Halladay came into spring training with question marks, more than have ever been attached to him since the days I faced him in spring training and his "straight over the top" four-seam fastball was always up in the zone. Now, two Cy Youngs later, he just isn't the Doc that we've come to know. The linescore from his first outing of the season shows the confused state in which he lives. In 3⅓ innings Wednesday against the Braves, he gave up six hits and five runs, walked three and recorded strikeouts for nine of 10 outs.
The game requires ego to just show up every day and compete against the best in the world. It requires you to believe in the impossible, to know you could walk out of a high school in Topeka, Kan., and eventually strike out Prince Fielder. You have to know this as well as you know your glove; you have to deny pain and doubt, ignore insecurity and, at the very least, use it as fuel for your ascension. This is what we are told; this is a gamer, a bulldog and any other word that describes a relentless competitor. Until that one day when you think you have gotten that great jump to steal that base and your legs have not moved from your lead.
It is then when you need to be your own doctor, when you leave the radar gun behind and assume you can just will yourself to compete. After all, you are smarter from your experience, and you don't need to physically get that jump anymore because you got the extra step because you knew that when the pitcher came set with his glove open, he was always going home. Who needs speed when you can predict the future?
But this is a crossroads. The one that lures many players to try to chemically defy age like some sort of grim reaper repellent. Maybe as the likelihood of injury skyrockets, you can slow the process down, stop it, or do the impossible and reverse it. Then you can just rely on the same skills that put you on the draft board. You think, "I don't have to mature or grow or be smarter than I once was, because I can still make a mistake and touch 95 mph with this magic potion." Whether you consider it mad science, or just plain cheating, it is now a real option after that first fastball is seven miles per hour off of your draft-day velocity.

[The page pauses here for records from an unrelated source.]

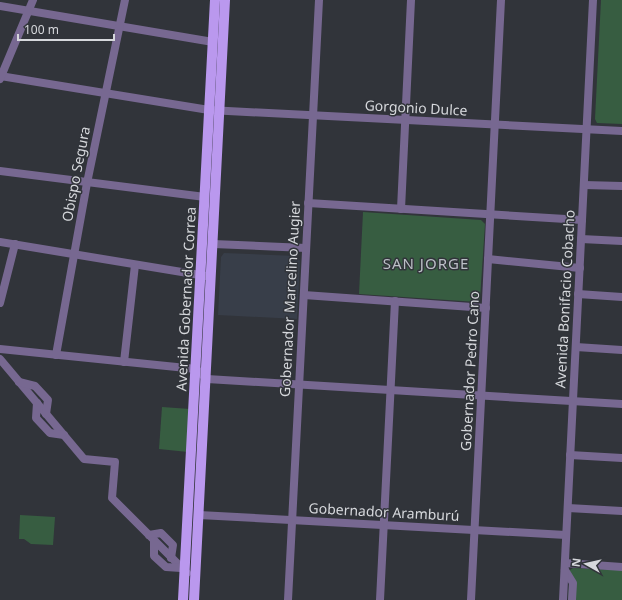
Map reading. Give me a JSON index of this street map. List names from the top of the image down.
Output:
{
  "streets": {
    "main road": ["Avenida Gobernador Correa"],
    "street": [
      "Gorgonio Dulce",
      "Obispo Segura",
      "Gobernador Marcelino Augier",
      "Avenida Bonifacio Cobacho",
      "Gobernador Pedro Cano",
      "Gobernador Aramburú"
    ]
  },
  "crossings": [
    ["Gorgonio Dulce", "Obispo Segura"],
    ["Gorgonio Dulce", "Avenida Gobernador Correa"],
    ["Gorgonio Dulce", "Gobernador Marcelino Augier"],
    ["Gorgonio Dulce", "Avenida Bonifacio Cobacho"],
    ["Gorgonio Dulce", "Gobernador Pedro Cano"],
    ["Avenida Gobernador Correa", "Gobernador Aramburú"],
    ["Gobernador Marcelino Augier", "Gobernador Aramburú"],
    ["Avenida Bonifacio Cobacho", "Gobernador Aramburú"],
    ["Gobernador Pedro Cano", "Gobernador Aramburú"]
  ],
  "districts": ["SAN JORGE"],
  "scale_bar": "100 m",
  "north": "left"
}
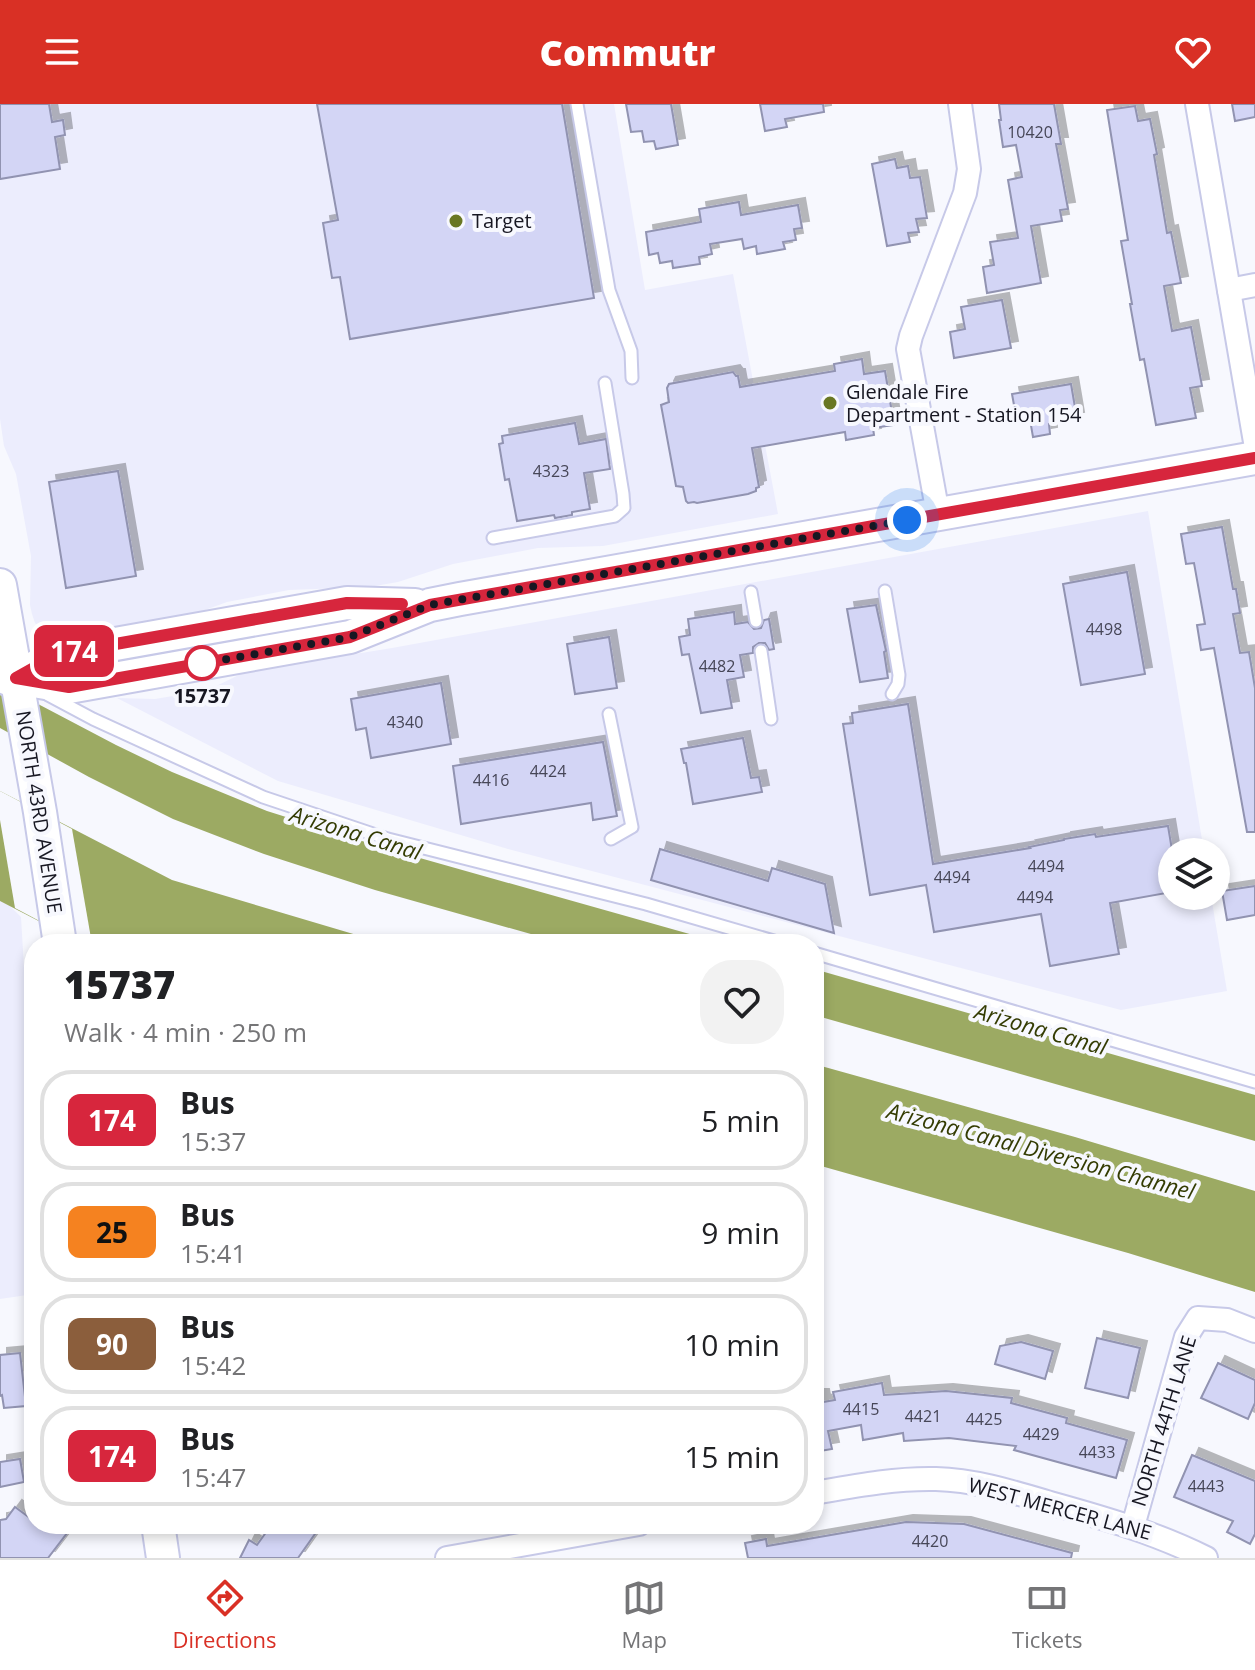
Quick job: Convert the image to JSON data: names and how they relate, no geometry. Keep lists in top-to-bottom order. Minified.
{"streets":{"main road":["NORTH 43RD AVENUE"],"street":["NORTH 44TH LANE","WEST MERCER LANE"]},"crossings":[["NORTH 44TH LANE","WEST MERCER LANE"]],"water":["Arizona Canal","Arizona Canal Diversion Channel"],"places":["Target","Glendale Fire Department - Station 154","15737"],"lines":["bus line 174"],"house_numbers":["10420","4323","4498","4482","4340","4424","4416","4494","4494","4494","4415","4421","4425","4429","4433","4443","4420"],"page":{"header":"Commutr","on_map":"174","heading":["15737","Walk · 4 min · 250 m"],"list":[{"mark":"174","name":"Bus","note":"15:37","value":"5 min"},{"mark":"25","name":"Bus","note":"15:41","value":"9 min"},{"mark":"90","name":"Bus","note":"15:42","value":"10 min"},{"mark":"174","name":"Bus","note":"15:47","value":"15 min"}],"tabs":["Directions","Map","Tickets"]}}
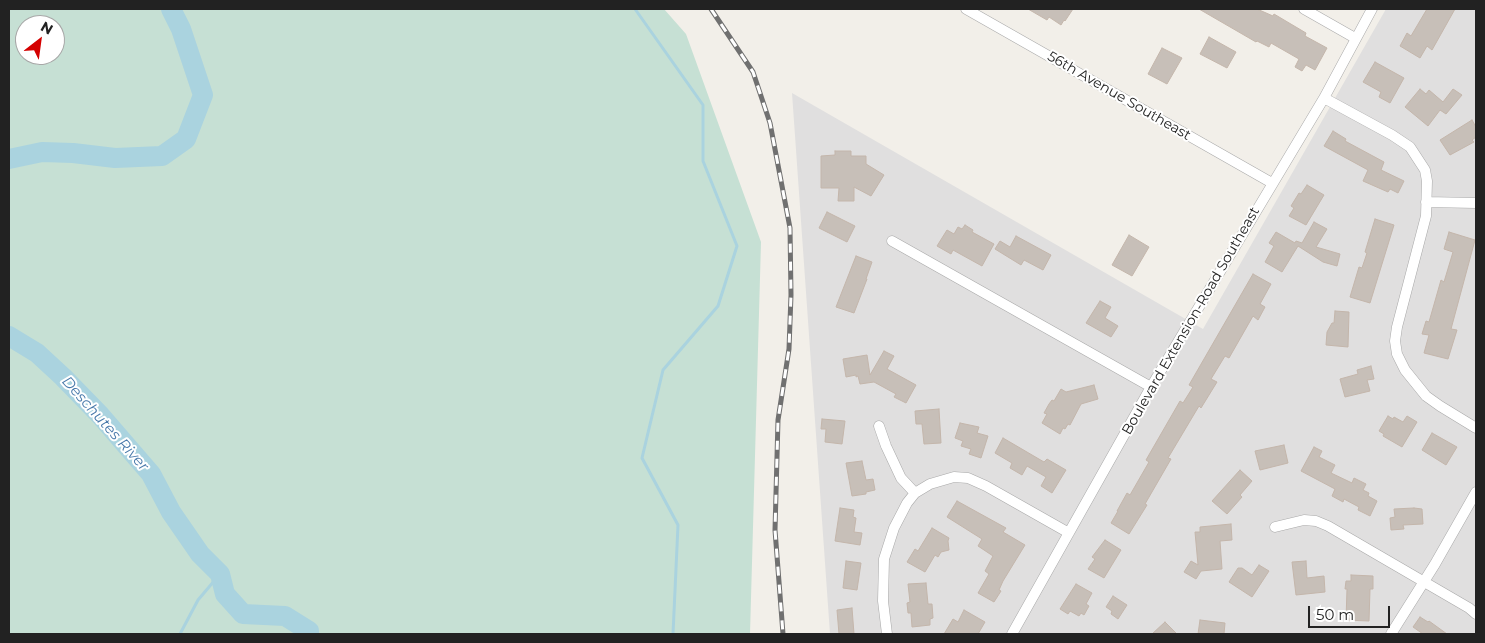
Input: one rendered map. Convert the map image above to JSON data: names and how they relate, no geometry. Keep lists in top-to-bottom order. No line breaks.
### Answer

From what we know, that isn't Roy Halladay. Halladay is the man who outworks you, who lifts weights just to simulate the gorilla that jumps on every starter's back in the eighth inning. If the Doc slows down, he will still be better because he learned how to pitch and outwit hitters, to have so much movement that velocity becomes irrelevant. Yet we are finding that injury questions aside, he has a learning curve to ride out, and there is still an outside chance that he might not figure it out like so many others who sit in forced retirement.
So we watch Tim Lincecum, who has gone from Cy Young caliber to being relieved he can go five innings. We also wonder if he will make the adjustment that plagues all players. Will he spend his time trying to get movement on his fastball and location on his secondary pitches or will he just work hard hoping that his fastball gets back up to 97 mph? This question hits every player, and how that player responds might decide if he is in the game in two years or not.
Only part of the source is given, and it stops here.